Description of the task:
What you return must match the data below exactly, minus any pictures.

Provided data:

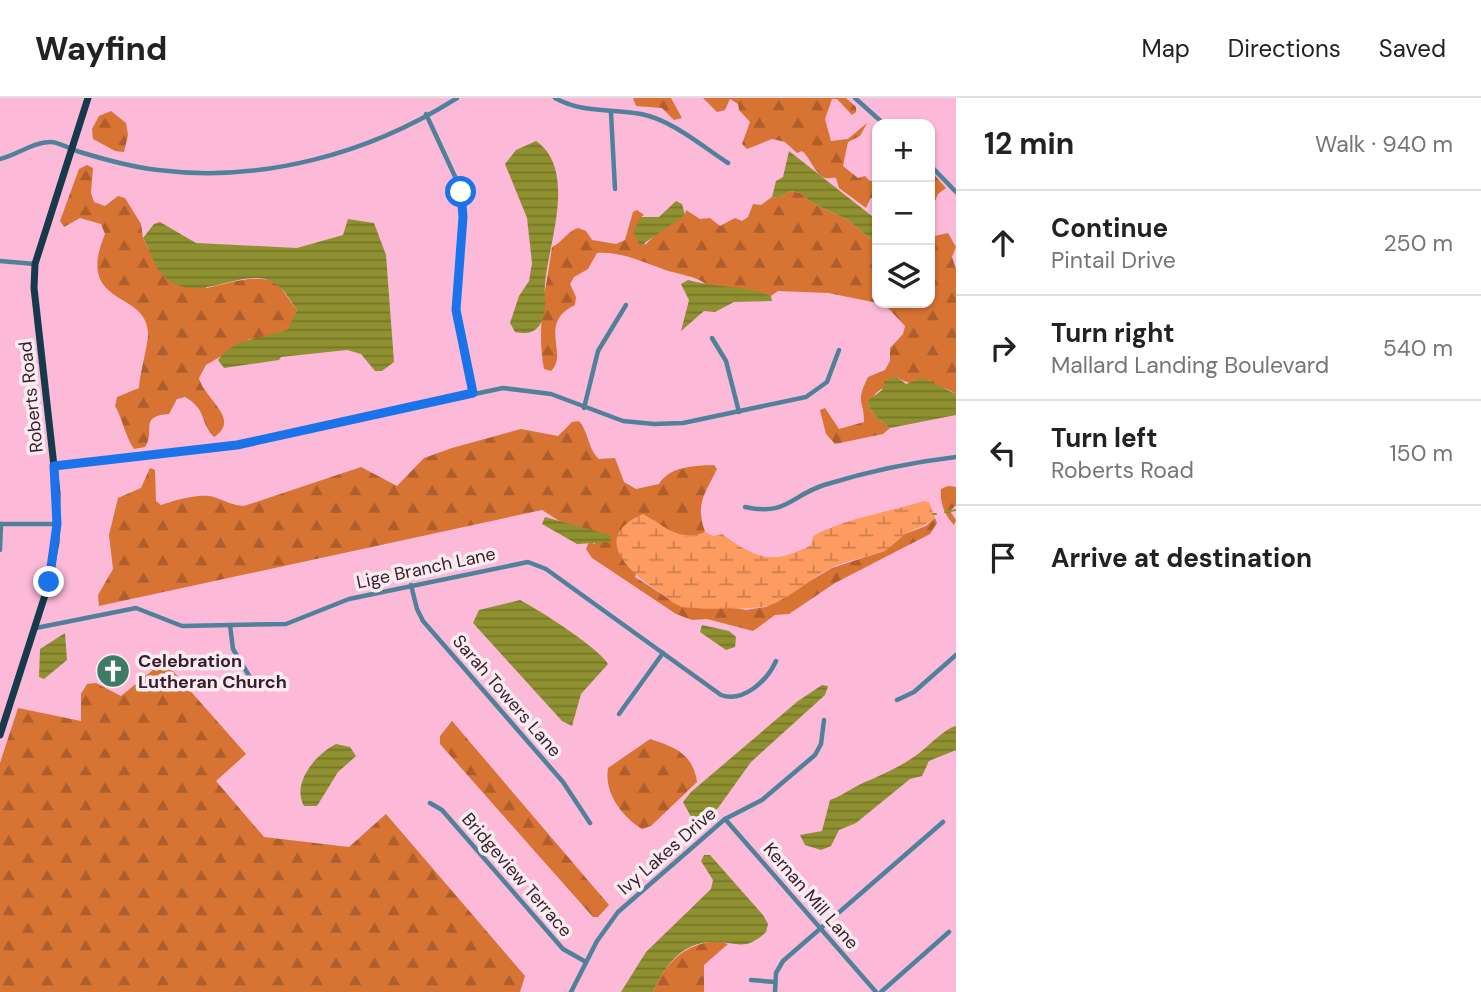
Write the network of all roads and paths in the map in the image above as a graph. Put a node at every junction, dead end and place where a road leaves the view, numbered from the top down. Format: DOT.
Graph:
graph roads {
  1 [pos="88,98"];
  2 [pos="457,98"];
  3 [pos="555,98"];
  4 [pos="855,98"];
  5 [pos="611,113"];
  6 [pos="426,114"];
  7 [pos="878,119"];
  8 [pos="71,149"];
  9 [pos="0,159"];
  10 [pos="728,163"];
  11 [pos="935,170"];
  12 [pos="615,189"];
  13 [pos="956,192"];
  14 [pos="0,261"];
  15 [pos="35,264"];
  16 [pos="626,305"];
  17 [pos="712,338"];
  18 [pos="839,350"];
  19 [pos="473,393"];
  20 [pos="584,408"];
  21 [pos="738,412"];
  22 [pos="956,457"];
  23 [pos="54,466"];
  24 [pos="745,507"];
  25 [pos="1,524"];
  26 [pos="57,524"];
  27 [pos="0,550"];
  28 [pos="411,585"];
  29 [pos="230,625"];
  30 [pos="35,628"];
  31 [pos="663,653"];
  32 [pos="956,655"];
  33 [pos="776,661"];
  34 [pos="254,684"];
  35 [pos="897,700"];
  36 [pos="619,714"];
  37 [pos="824,720"];
  38 [pos="0,735"];
  39 [pos="430,803"];
  40 [pos="725,818"];
  41 [pos="943,822"];
  42 [pos="590,823"];
  43 [pos="820,928"];
  44 [pos="949,932"];
  45 [pos="586,962"];
  46 [pos="751,980"];
  47 [pos="775,982"];
  48 [pos="571,992"];
  49 [pos="775,992"];
  50 [pos="878,992"];
  1 -- 8 [label="main road, Roberts Road"];
  2 -- 6 [label="street"];
  3 -- 5 [label="street"];
  4 -- 7 [label="street"];
  5 -- 10 [label="street"];
  5 -- 12 [label="street"];
  6 -- 8 [label="street"];
  6 -- 19 [label="street"];
  8 -- 9 [label="street"];
  8 -- 15 [label="main road, Roberts Road"];
  11 -- 13 [label="street"];
  14 -- 15 [label="street"];
  15 -- 23 [label="main road, Roberts Road"];
  16 -- 20 [label="street"];
  17 -- 21 [label="street"];
  18 -- 21 [label="street"];
  19 -- 20 [label="street"];
  19 -- 23 [label="street"];
  20 -- 21 [label="street"];
  22 -- 24 [label="street"];
  23 -- 26 [label="main road, Roberts Road"];
  25 -- 26 [label="street"];
  25 -- 27 [label="street"];
  26 -- 30 [label="main road, Roberts Road"];
  28 -- 29 [label="street, Lige Branch Lane"];
  28 -- 31 [label="street, Lige Branch Lane"];
  28 -- 42 [label="street, Sarah Towers Lane"];
  29 -- 30 [label="street, Lige Branch Lane"];
  29 -- 34 [label="street"];
  30 -- 38 [label="main road, Roberts Road"];
  31 -- 33 [label="street, Lige Branch Lane"];
  31 -- 36 [label="street"];
  32 -- 35 [label="street"];
  37 -- 40 [label="street, Ivy Lakes Drive"];
  39 -- 45 [label="street, Bridgeview Terrace"];
  40 -- 43 [label="street, Kernan Mill Lane"];
  40 -- 45 [label="street, Ivy Lakes Drive"];
  41 -- 43 [label="street"];
  43 -- 47 [label="street"];
  43 -- 50 [label="street, Kernan Mill Lane"];
  44 -- 50 [label="street"];
  45 -- 48 [label="street, Ivy Lakes Drive"];
  46 -- 47 [label="street"];
  47 -- 49 [label="street"];
}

Your response:
Write the network of all roads and paths in the map in the image above as a graph. Put a node at every junction, dead end and place where a road leaves the view, numbered from the top down. Format: DOT.
Graph:
graph roads {
  1 [pos="88,98"];
  2 [pos="457,98"];
  3 [pos="555,98"];
  4 [pos="855,98"];
  5 [pos="611,113"];
  6 [pos="426,114"];
  7 [pos="878,119"];
  8 [pos="71,149"];
  9 [pos="0,159"];
  10 [pos="728,163"];
  11 [pos="935,170"];
  12 [pos="615,189"];
  13 [pos="956,192"];
  14 [pos="0,261"];
  15 [pos="35,264"];
  16 [pos="626,305"];
  17 [pos="712,338"];
  18 [pos="839,350"];
  19 [pos="473,393"];
  20 [pos="584,408"];
  21 [pos="738,412"];
  22 [pos="956,457"];
  23 [pos="54,466"];
  24 [pos="745,507"];
  25 [pos="1,524"];
  26 [pos="57,524"];
  27 [pos="0,550"];
  28 [pos="411,585"];
  29 [pos="230,625"];
  30 [pos="35,628"];
  31 [pos="663,653"];
  32 [pos="956,655"];
  33 [pos="776,661"];
  34 [pos="254,684"];
  35 [pos="897,700"];
  36 [pos="619,714"];
  37 [pos="824,720"];
  38 [pos="0,735"];
  39 [pos="430,803"];
  40 [pos="725,818"];
  41 [pos="943,822"];
  42 [pos="590,823"];
  43 [pos="820,928"];
  44 [pos="949,932"];
  45 [pos="586,962"];
  46 [pos="751,980"];
  47 [pos="775,982"];
  48 [pos="571,992"];
  49 [pos="775,992"];
  50 [pos="878,992"];
  1 -- 8 [label="main road, Roberts Road"];
  2 -- 6 [label="street"];
  3 -- 5 [label="street"];
  4 -- 7 [label="street"];
  5 -- 10 [label="street"];
  5 -- 12 [label="street"];
  6 -- 8 [label="street"];
  6 -- 19 [label="street"];
  8 -- 9 [label="street"];
  8 -- 15 [label="main road, Roberts Road"];
  11 -- 13 [label="street"];
  14 -- 15 [label="street"];
  15 -- 23 [label="main road, Roberts Road"];
  16 -- 20 [label="street"];
  17 -- 21 [label="street"];
  18 -- 21 [label="street"];
  19 -- 20 [label="street"];
  19 -- 23 [label="street"];
  20 -- 21 [label="street"];
  22 -- 24 [label="street"];
  23 -- 26 [label="main road, Roberts Road"];
  25 -- 26 [label="street"];
  25 -- 27 [label="street"];
  26 -- 30 [label="main road, Roberts Road"];
  28 -- 29 [label="street, Lige Branch Lane"];
  28 -- 31 [label="street, Lige Branch Lane"];
  28 -- 42 [label="street, Sarah Towers Lane"];
  29 -- 30 [label="street, Lige Branch Lane"];
  29 -- 34 [label="street"];
  30 -- 38 [label="main road, Roberts Road"];
  31 -- 33 [label="street, Lige Branch Lane"];
  31 -- 36 [label="street"];
  32 -- 35 [label="street"];
  37 -- 40 [label="street, Ivy Lakes Drive"];
  39 -- 45 [label="street, Bridgeview Terrace"];
  40 -- 43 [label="street, Kernan Mill Lane"];
  40 -- 45 [label="street, Ivy Lakes Drive"];
  41 -- 43 [label="street"];
  43 -- 47 [label="street"];
  43 -- 50 [label="street, Kernan Mill Lane"];
  44 -- 50 [label="street"];
  45 -- 48 [label="street, Ivy Lakes Drive"];
  46 -- 47 [label="street"];
  47 -- 49 [label="street"];
}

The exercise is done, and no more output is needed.